Andrey Nesterenko, a senior Russian diplomat, said the US “certainly does” attempt to meddle in the Russian electoral processes, Interfax reported. He was speaking after a briefing on the issue.
“Our collective opinion is that electoral sovereignty is a principle that all civilized nations should respect,” the diplomat said, adding that Moscow will notify “our American partners that the actions of their media outlets allow us to state that they are close to breaking Russian law.”
On Sunday, several Russian regions, including Moscow Region, will hold elections. Opposition leader Aleksey Navalny is calling for protests on that day to denounce the planned reform of the pension system, which is currently a hot political topic. Among other ways of spreading the word about the event, Navalny’s public movement is using paid ads on Google services such as YouTube. Holding an event that could affect the outcome of a vote on the day when the ballots are cast is illegal in Russia, and some officials believe the events organized by Navalny fit this description.
The Russian Central Election Commission, media watchdog Roskomnadzor (RKN), and the Russian Anti-monopoly Service (FAS) earlier notified Google that its platform is being used to conduct improper political activities in Russia.
“Living in a proper law-abiding nation, we expect every actor to play by the rules.
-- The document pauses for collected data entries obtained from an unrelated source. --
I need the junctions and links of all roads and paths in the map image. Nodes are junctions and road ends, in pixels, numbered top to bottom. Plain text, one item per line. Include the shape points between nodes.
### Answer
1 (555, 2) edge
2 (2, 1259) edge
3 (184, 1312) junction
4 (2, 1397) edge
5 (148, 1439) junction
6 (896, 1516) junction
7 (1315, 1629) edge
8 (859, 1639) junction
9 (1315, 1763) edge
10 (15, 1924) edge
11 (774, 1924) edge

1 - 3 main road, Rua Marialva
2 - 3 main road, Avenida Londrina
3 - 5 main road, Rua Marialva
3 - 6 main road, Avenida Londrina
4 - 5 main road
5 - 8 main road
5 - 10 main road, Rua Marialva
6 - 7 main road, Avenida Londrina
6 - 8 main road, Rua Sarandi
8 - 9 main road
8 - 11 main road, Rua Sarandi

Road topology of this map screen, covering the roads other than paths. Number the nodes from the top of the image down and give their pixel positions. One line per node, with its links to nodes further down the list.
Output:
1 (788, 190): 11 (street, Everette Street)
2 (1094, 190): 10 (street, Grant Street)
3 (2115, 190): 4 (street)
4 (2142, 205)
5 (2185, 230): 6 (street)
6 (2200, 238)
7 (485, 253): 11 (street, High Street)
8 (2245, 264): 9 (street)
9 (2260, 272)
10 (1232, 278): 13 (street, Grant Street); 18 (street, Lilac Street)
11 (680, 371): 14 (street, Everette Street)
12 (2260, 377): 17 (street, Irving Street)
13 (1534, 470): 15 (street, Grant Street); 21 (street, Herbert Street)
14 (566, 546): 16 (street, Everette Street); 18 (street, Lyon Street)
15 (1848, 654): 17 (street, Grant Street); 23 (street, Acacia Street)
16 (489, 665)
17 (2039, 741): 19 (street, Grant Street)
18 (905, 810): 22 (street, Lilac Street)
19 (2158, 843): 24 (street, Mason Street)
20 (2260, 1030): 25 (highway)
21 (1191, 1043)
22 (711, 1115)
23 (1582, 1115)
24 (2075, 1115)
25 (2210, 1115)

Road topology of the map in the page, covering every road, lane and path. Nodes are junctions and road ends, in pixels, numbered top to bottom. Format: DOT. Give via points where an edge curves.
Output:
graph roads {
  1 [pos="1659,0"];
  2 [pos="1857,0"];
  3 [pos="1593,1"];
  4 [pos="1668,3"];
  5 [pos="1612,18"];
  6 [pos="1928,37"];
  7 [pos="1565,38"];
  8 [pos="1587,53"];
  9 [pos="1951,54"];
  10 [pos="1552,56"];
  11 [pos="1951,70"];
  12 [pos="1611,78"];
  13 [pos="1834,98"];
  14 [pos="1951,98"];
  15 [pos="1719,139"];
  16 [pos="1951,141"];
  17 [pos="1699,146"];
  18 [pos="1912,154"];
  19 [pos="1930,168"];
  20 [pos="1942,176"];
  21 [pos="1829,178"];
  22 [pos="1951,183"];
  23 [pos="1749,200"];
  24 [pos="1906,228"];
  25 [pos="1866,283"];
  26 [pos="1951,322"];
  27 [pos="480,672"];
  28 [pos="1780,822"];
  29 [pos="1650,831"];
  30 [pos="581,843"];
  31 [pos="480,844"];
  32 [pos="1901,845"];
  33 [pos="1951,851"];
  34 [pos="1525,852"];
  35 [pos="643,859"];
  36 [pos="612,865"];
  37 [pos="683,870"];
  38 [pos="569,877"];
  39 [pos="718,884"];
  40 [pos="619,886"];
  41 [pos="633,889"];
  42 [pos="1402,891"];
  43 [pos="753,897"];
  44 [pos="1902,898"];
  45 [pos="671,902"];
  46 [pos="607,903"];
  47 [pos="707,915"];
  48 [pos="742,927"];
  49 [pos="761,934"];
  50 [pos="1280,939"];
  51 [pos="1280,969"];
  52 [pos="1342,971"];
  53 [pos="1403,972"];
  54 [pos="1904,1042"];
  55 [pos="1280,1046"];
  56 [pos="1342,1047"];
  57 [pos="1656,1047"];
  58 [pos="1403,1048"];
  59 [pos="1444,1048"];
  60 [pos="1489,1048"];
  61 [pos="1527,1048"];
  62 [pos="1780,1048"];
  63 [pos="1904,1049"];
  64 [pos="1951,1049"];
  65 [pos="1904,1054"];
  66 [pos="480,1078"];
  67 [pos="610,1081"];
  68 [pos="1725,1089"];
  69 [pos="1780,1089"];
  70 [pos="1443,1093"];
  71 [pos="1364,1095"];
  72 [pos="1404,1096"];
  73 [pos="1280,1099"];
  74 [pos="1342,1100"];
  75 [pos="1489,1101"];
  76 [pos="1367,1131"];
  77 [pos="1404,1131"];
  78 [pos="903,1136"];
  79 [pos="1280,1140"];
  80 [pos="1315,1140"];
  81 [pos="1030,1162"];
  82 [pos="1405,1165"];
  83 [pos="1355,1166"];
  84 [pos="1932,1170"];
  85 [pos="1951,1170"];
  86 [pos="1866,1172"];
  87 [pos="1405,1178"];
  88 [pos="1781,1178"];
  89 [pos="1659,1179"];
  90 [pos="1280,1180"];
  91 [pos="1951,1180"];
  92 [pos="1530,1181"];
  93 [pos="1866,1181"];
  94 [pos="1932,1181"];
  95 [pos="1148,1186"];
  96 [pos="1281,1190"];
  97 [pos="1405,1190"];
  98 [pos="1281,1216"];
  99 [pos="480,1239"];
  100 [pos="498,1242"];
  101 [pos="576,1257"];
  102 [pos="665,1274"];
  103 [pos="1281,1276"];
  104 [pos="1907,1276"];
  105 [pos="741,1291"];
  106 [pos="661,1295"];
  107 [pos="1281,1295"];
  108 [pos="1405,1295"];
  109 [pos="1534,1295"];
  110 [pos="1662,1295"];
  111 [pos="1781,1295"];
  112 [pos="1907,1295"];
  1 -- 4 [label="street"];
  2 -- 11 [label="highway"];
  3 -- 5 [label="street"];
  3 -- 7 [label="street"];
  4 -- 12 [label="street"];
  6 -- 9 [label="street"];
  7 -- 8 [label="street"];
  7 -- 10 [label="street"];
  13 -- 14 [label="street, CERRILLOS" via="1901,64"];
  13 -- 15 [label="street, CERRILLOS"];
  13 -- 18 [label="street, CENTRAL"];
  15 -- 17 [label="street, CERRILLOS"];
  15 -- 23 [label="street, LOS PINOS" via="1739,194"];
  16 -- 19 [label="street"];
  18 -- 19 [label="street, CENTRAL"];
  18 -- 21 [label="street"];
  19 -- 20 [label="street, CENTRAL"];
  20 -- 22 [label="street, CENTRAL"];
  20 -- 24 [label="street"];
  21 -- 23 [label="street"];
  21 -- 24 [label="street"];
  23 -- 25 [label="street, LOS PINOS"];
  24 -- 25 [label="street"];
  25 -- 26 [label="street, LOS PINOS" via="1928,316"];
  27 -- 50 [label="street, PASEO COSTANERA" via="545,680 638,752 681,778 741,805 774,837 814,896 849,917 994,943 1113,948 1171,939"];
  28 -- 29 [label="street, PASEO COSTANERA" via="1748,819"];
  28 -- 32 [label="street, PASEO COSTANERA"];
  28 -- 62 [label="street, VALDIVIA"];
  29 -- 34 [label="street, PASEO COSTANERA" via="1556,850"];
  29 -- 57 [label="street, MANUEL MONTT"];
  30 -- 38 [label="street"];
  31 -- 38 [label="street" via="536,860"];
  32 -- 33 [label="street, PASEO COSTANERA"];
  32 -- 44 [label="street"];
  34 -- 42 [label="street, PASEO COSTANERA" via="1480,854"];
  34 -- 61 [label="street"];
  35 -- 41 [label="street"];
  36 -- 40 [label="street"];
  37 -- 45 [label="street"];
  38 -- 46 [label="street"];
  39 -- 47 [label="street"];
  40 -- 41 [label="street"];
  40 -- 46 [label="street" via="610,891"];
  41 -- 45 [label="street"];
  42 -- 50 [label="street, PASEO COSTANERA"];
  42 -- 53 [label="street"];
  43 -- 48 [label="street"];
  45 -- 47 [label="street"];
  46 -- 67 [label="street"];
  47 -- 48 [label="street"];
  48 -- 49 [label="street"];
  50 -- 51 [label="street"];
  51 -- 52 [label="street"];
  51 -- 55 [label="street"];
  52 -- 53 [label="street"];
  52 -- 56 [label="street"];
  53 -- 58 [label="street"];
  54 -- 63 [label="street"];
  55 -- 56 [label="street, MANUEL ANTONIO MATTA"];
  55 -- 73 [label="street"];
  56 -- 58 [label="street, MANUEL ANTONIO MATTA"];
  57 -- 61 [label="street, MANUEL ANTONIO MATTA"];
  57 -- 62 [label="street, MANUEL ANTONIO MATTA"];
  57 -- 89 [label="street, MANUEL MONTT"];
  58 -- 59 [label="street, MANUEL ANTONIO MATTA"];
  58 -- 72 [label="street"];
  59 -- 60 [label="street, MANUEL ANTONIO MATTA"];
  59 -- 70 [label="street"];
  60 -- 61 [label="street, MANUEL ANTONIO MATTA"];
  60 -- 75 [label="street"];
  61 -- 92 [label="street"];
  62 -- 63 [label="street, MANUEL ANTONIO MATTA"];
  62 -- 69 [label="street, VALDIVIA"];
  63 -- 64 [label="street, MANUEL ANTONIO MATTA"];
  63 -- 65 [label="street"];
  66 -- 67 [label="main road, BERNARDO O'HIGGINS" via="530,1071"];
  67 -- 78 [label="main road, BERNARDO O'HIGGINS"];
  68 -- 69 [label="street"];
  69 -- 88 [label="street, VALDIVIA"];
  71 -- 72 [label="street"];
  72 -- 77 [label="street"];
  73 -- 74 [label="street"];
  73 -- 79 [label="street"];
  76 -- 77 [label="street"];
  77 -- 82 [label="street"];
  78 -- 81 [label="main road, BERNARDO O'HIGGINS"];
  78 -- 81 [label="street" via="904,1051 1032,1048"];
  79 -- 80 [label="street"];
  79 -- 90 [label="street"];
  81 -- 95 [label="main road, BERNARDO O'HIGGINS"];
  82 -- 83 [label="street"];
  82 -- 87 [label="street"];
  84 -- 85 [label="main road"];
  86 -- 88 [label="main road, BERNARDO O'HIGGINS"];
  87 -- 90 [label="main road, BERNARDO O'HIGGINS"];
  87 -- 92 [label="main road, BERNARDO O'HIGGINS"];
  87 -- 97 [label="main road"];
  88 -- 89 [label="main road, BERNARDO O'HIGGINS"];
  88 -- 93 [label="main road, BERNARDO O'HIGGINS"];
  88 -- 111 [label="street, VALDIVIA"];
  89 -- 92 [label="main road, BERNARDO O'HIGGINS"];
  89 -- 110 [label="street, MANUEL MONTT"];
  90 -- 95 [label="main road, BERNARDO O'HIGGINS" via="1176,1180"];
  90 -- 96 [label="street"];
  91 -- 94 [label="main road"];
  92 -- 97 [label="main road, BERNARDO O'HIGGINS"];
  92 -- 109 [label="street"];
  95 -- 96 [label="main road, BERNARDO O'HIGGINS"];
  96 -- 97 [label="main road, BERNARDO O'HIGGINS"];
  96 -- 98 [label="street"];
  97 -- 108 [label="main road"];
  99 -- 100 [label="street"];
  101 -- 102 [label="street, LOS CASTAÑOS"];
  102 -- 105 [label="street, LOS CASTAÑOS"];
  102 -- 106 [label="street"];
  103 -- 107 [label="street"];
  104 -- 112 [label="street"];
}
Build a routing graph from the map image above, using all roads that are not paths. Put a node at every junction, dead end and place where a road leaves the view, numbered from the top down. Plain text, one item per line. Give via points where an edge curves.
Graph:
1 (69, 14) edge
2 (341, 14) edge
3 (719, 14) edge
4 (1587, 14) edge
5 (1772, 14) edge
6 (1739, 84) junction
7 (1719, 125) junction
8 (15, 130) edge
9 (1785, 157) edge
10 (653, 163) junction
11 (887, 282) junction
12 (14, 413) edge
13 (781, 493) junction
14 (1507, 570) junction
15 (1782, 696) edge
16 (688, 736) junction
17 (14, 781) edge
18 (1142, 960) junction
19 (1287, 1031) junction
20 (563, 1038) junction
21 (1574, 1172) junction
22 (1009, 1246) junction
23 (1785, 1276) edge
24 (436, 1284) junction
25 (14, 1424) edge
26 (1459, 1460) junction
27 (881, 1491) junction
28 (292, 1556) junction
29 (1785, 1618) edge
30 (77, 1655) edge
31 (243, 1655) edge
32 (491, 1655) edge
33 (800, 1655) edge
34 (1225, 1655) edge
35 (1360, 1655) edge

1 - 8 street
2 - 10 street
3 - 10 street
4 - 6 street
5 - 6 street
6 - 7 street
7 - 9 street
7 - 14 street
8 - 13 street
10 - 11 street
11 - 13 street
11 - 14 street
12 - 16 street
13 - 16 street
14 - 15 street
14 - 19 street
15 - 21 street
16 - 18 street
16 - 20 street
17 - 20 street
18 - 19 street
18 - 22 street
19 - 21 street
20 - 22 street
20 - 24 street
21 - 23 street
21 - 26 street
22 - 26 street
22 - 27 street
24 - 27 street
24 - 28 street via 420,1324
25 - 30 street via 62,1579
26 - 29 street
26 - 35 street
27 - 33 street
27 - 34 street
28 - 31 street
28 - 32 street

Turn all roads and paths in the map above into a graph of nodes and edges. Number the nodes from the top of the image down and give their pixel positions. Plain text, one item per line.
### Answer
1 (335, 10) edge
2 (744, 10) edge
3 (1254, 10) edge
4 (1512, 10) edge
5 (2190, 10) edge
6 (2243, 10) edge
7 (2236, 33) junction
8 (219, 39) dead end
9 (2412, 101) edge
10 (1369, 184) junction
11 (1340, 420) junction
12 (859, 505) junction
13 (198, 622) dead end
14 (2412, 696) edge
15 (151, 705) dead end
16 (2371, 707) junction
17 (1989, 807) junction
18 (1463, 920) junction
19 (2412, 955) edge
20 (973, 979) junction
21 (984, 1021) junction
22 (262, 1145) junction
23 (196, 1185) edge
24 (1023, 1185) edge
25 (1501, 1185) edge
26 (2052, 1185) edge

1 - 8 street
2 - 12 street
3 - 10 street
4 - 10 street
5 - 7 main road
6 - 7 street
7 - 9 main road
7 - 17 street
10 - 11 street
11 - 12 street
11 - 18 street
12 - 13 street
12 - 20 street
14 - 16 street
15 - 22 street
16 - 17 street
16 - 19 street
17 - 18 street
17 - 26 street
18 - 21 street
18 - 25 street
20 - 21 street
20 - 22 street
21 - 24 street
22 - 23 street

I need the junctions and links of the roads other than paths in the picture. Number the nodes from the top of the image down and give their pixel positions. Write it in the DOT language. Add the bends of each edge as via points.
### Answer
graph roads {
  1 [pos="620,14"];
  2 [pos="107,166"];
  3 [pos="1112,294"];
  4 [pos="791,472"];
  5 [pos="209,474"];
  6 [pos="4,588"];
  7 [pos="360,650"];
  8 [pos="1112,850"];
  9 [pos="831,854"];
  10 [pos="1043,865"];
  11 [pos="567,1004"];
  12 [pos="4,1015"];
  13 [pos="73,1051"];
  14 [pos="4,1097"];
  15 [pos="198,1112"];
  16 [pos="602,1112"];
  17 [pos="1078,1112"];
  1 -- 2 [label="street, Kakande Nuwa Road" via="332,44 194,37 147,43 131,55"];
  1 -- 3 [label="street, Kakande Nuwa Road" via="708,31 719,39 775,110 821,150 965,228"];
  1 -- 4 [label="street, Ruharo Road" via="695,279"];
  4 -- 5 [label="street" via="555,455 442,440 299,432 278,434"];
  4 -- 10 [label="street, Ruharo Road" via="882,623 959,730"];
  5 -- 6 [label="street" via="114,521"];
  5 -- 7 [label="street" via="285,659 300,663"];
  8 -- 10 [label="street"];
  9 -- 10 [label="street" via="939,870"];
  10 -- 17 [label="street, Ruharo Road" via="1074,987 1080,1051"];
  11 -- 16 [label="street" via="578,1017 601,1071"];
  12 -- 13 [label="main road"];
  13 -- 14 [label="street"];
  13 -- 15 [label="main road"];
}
Especially an informed player. If the opposite happens, I believe we have tools at our disposal [to address that],” Andrey Kashevarov, the deputy head of FAS, said.
Vadim Subbotin, the deputy head of RKN, said YouTube ads “serve as a conduit for incitement of anti-social behavior during the election campaign.” He said Google and other social media platforms “offer virtually unrestricted instruments” to “individuals seeking to destabilize the situation in Russia.”
Google said in a statement that it looks into complaints from authorities, but does not comment on specific cases.
The accusations from Moscow come shortly after the revelation that the FBI had unsuccessfully tried to recruit several Russian billionaires as informants. The US agency hoped people such as tycoon Oleg Deripaska could provide insider information about alleged Russian meddling in the 2016 US election, among other things, according to the New York Times. Moscow, which denies interfering in the US election, said the report confirms the US’ duplicity in the matter, demonstrating that it was meddling in Russia’s domestic affairs.